Water temperature is another important factor in determining species distribution and thermal sensors can be used to produce maps of the sea surface temperature (SST). Such mapping can be used to identify cold water upwelling of nutrient-rich water and to locate boundary areas between warm and cold waters where certain species are know to congregate.

In addition to resource detection, remote sensing can be valuable in characterizing the marine and costal environments. This may involve such activities as updating navigational charts with coastline and bathymetric data; mapping the distribution and types of coastal wetlands; identifying marine plants and sediment types in the intertidal zone and in shallow waters; and monitoring the condition of coral reefs. While the above applications are related to relatively static or slowly changing conditions, remote sensing can also be used to observe more dynamic phenomena on a regular, repetitive basis. Examples in this category include turbidity patterns (due to both organic and inorganic materials), currents, freshwater and saltwater mixing, and wind and wave regions. Long term monitoring of these phenomena can provide a better understanding of the physical environment which supports biological activity and establishes a baseline against which divergent or unusual events can be measured.

Improved weather forecasting, aided in part by remote sensing, can mean greater safety for fishermen at sea. Pollution from coastal or offshore sources which can negatively affect fishing grounds can be monitored by remote sensing. The intensity and type of fishing activity also can be remotely sensed.
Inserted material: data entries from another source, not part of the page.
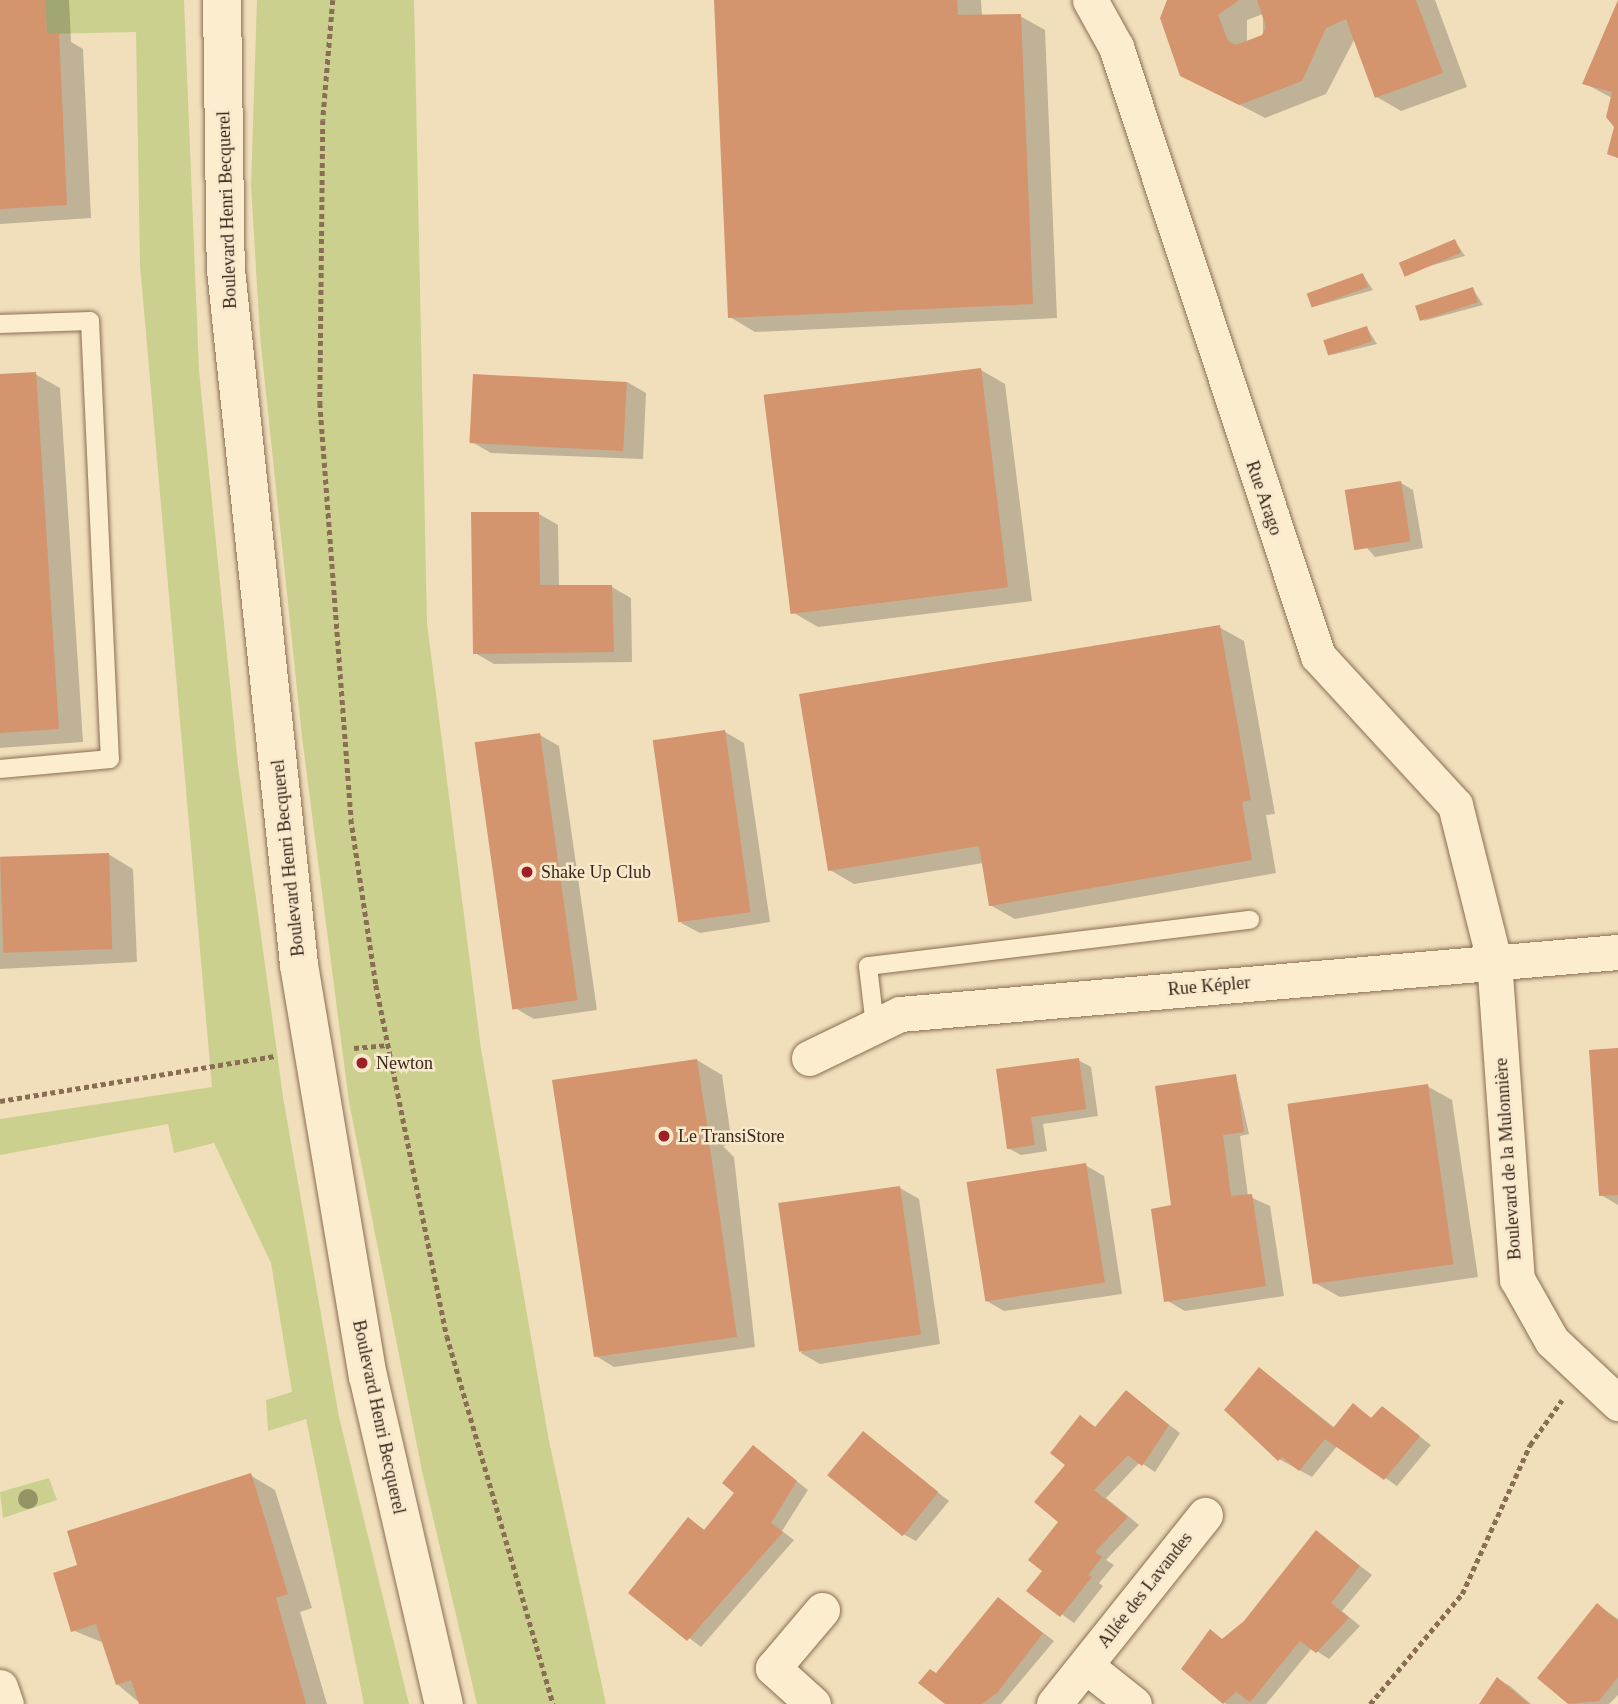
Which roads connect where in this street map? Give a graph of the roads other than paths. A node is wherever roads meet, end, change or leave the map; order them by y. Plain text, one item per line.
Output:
1 (222, 0) edge
2 (1090, 0) edge
3 (0, 324) edge
4 (0, 769) edge
5 (1250, 920) dead end
6 (1618, 953) edge
7 (1494, 960) junction
8 (875, 1026) junction
9 (809, 1058) dead end
10 (1618, 1403) edge
11 (1205, 1515) dead end
12 (822, 1611) dead end
13 (1086, 1666) junction
14 (0, 1688) edge
15 (6, 1704) edge
16 (444, 1704) edge
17 (813, 1704) edge
18 (1054, 1704) edge
19 (1134, 1704) edge

1 - 16 main road, Boulevard Henri Becquerel
2 - 7 street, Rue Arago
3 - 4 lane
5 - 8 lane
6 - 7 street, Rue Képler
7 - 8 street, Rue Képler
7 - 10 street, Boulevard de la Mulonnière
8 - 9 street, Rue Képler
11 - 13 street, Allée des Lavandes
12 - 17 street
13 - 18 street, Allée des Lavandes
13 - 19 street
14 - 15 street

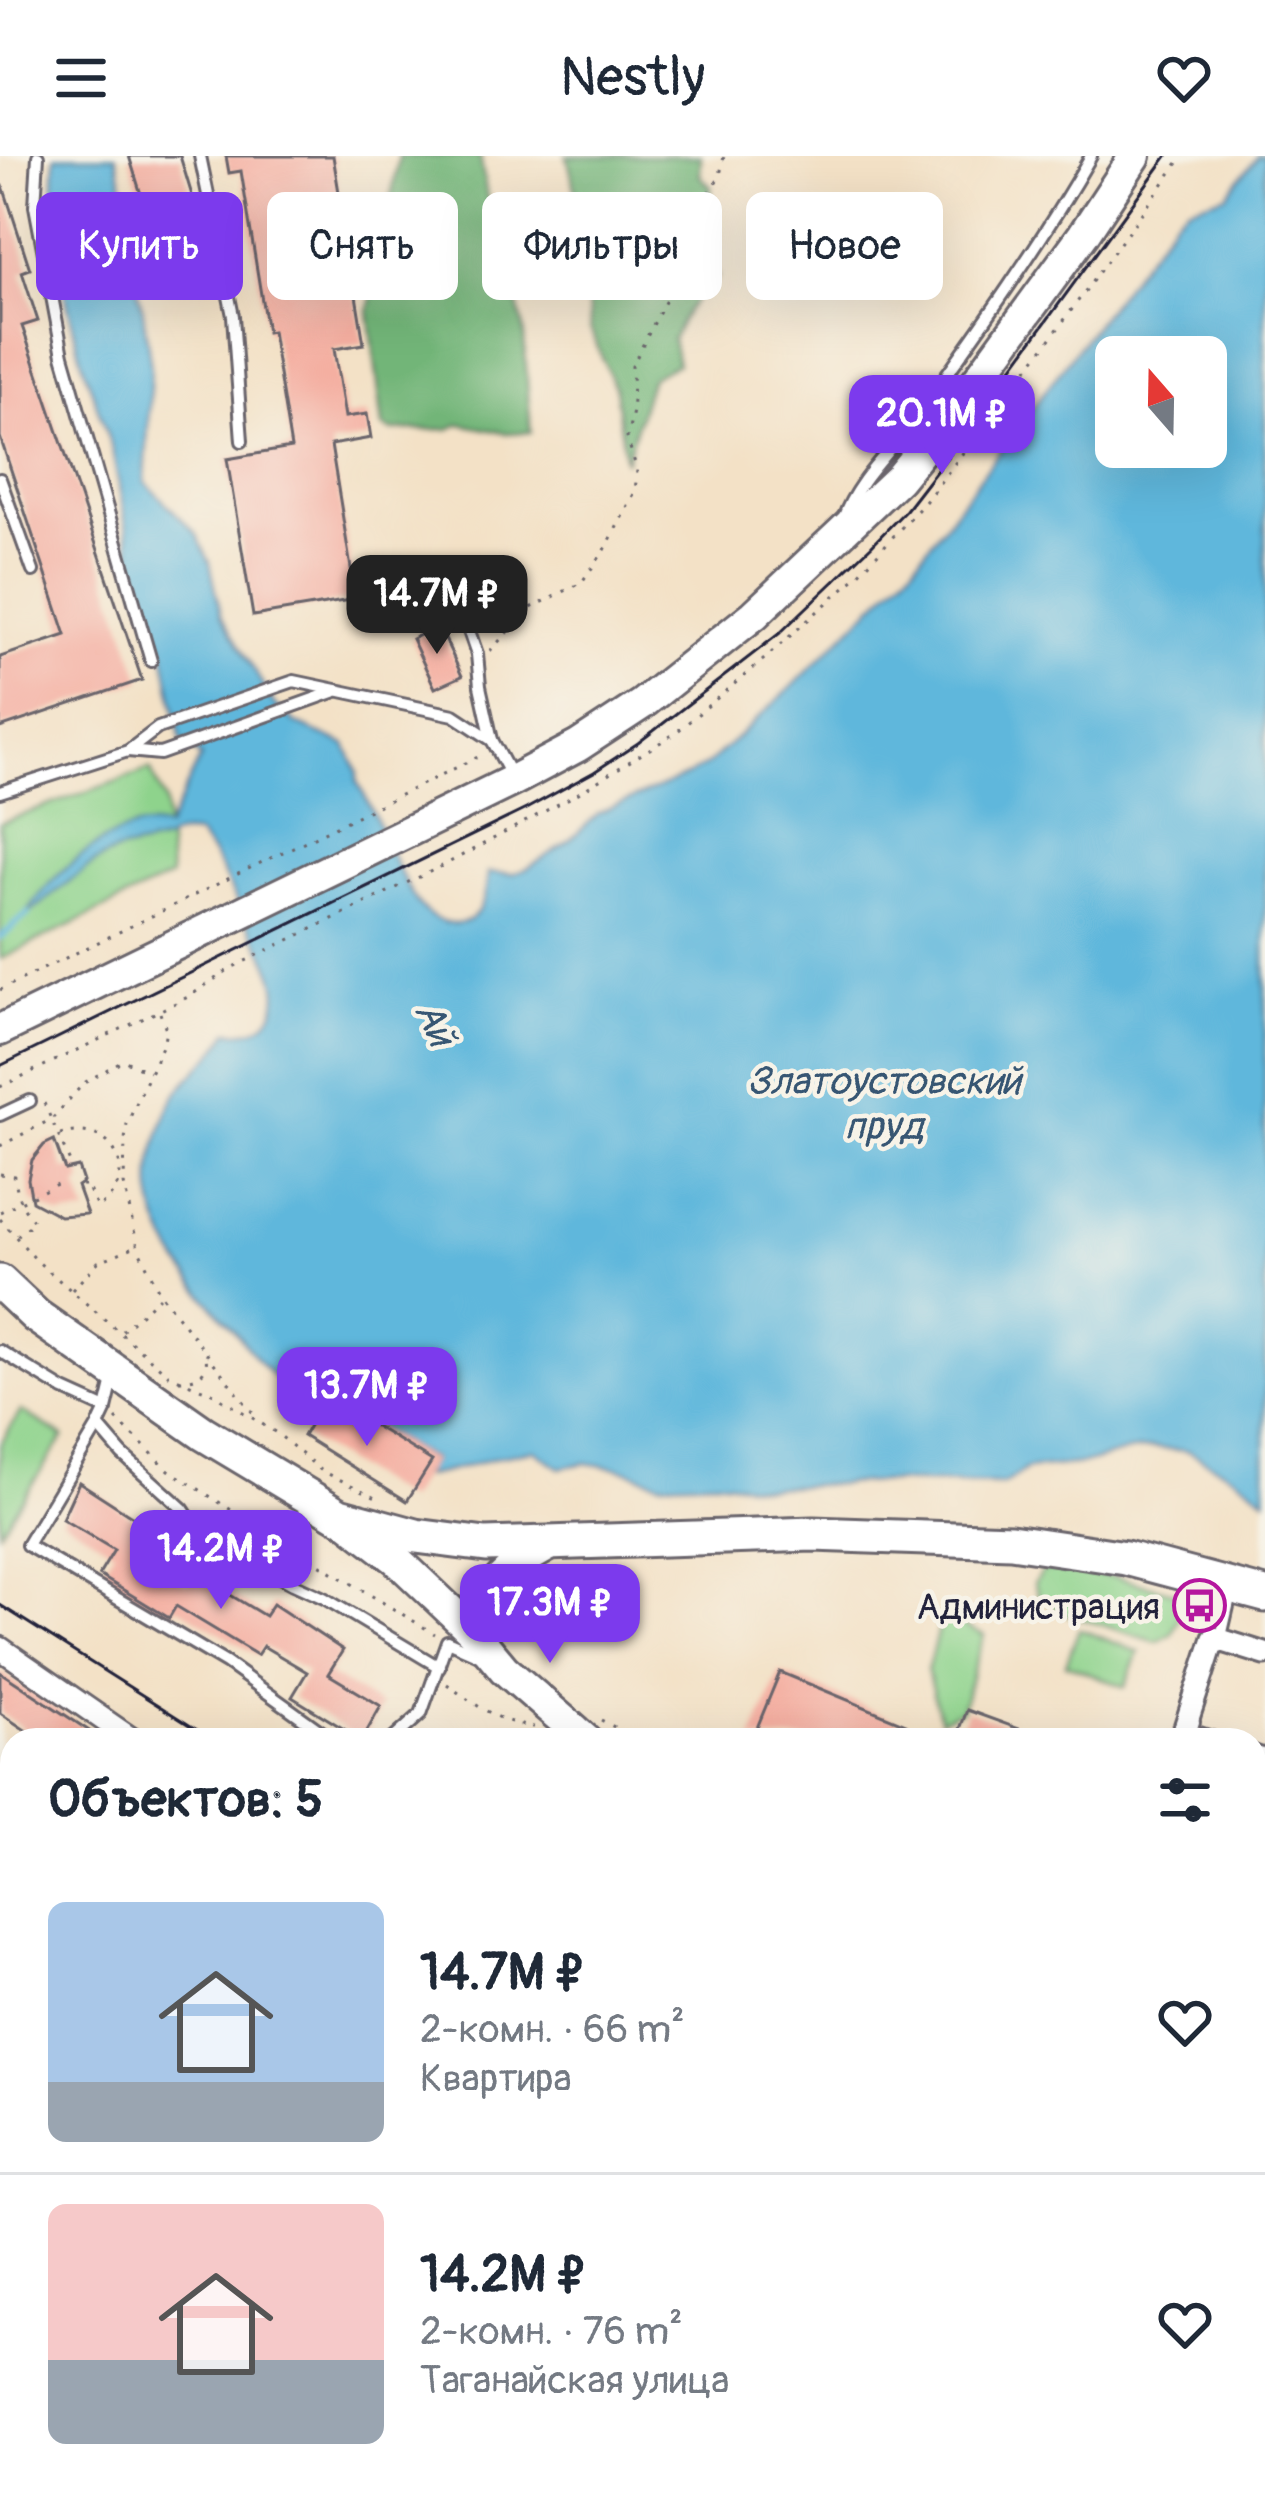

This information can be used to determine the rate of resource exploitation and to assist in the enforcement of fishing regulations.

The examples cited above illustrate some of the remote sensing applications which may be of interest to fisheries personnel. It must be stressed, however, that remote sensing can seldom be used in isolation; it must be integrated with other sources of information. The sections which follow explain how remotely sensed data is acquired, processed and analyzed and they demonstrate, through a series of case studies, how it is currently being utilized to facilitate fisheries exploitation and management.